Saturday, September 7, 2013

Biography of Pascal

Blaise Pascal was born in June of 1623, in the Auvergne region of France.  His mother died when he was three.  His father was a judge and a tax collector.  When Pascal was five, the family moved to Paris.  His father decided to educate all of his children, especially Blaise, because he was a child prodigy.  He especially excelled at science and mathematics. 
Pascal was only 16 when he did his first serious work on mathematics, a proof on hexagons and circles.  There was suspicion that his father wrote the work but he everyone that his son Blaise was the author.  This put his name on the map.
When he was not quite 19, he invented a mechanical calculator to help his father with tax collection.  The calculator was expensive to produce and never became more than a novelty item.  Later he did some work on hydraulics and invented the syringe.  He also did some important work on the effects of elevation on barometers.
In 1646, Pascal was thrown in contact with some Jansenist believers.  Jansenists are members of a then small Catholic splinter group.  He spent most of a year contemplating and writing about theology but fell away.  In November of 1654, he had what he described as an intense religious experience.  He recorded it: "Fire. God of Abraham, God of Isaac, God of Jacob, not of the philosophers and the scholars..." and concluded by quoting Psalm 119:16: "I will not forget thy word. Amen."  He wrote this on a paper which was then sewn into his clothes.  He transferred it secretly from clothes to clothes and it was only found after his death.
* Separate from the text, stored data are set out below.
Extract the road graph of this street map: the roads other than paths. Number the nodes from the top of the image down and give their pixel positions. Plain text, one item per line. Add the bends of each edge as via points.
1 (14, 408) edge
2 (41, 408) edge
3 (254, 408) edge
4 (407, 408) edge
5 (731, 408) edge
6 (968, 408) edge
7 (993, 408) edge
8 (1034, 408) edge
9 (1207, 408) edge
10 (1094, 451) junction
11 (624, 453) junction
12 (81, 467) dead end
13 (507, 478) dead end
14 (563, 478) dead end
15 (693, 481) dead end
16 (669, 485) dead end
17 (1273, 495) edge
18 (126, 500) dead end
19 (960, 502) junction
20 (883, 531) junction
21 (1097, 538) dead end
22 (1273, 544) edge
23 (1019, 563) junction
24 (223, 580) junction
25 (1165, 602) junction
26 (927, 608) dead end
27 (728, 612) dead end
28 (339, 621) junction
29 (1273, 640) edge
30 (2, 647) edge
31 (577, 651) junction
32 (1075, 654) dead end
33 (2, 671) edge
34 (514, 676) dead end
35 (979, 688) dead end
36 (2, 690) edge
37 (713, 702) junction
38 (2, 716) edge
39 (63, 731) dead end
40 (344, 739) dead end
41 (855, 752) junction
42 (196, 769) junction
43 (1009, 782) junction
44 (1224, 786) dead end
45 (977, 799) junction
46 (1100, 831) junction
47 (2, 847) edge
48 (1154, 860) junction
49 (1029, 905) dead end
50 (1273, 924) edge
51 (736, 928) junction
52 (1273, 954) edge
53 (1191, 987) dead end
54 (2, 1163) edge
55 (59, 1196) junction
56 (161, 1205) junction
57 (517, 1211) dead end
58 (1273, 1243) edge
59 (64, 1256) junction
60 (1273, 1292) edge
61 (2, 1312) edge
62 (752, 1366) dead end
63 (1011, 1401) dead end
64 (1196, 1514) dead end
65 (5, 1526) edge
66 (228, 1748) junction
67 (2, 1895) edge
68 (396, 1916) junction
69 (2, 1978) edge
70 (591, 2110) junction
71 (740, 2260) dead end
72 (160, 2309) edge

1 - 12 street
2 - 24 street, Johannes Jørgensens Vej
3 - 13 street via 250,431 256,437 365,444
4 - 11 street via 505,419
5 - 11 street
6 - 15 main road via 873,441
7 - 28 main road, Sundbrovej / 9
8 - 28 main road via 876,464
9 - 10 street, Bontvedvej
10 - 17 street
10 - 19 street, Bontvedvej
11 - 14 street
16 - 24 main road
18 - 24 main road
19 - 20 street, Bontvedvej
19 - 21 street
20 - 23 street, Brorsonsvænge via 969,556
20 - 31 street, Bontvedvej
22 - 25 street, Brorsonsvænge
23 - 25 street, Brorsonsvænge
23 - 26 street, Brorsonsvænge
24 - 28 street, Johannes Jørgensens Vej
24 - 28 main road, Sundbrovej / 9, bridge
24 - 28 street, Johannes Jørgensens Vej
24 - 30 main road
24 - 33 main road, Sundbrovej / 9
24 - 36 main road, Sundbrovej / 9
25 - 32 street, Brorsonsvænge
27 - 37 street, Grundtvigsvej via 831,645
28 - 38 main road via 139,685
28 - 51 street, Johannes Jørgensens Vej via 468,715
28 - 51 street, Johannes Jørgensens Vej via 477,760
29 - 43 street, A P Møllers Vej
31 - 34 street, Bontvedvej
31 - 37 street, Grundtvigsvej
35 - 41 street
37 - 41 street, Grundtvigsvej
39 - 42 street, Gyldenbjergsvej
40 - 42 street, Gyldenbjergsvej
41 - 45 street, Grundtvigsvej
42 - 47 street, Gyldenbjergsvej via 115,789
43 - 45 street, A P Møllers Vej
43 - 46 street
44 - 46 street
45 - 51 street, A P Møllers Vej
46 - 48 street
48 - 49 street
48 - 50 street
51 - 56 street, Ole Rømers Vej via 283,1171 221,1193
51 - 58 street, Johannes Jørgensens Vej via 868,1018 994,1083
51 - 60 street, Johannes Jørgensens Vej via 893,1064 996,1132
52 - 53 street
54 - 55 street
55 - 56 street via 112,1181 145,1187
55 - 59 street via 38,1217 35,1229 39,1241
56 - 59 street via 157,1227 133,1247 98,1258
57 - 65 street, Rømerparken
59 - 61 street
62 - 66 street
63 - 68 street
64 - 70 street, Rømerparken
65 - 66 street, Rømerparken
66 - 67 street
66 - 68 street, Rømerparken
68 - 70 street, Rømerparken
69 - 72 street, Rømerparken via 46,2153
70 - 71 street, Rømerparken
In 1659 he became ill.  He kept doctors at bay saying that 'Sickness is the natural state of Christians'.  He succumbed in 1662.  His last words were 'May God never abandon me'. 
After his death, his 'Pensees', French for 'Thoughts', was published.  This is an incredible piece of work, one of the most extraordinary works of theology that I've come across.  It's here that he published Pascal's Wager, an argument that believing in God makes more sense than not believing. 
He was quite a man and it's a shame that he died so young.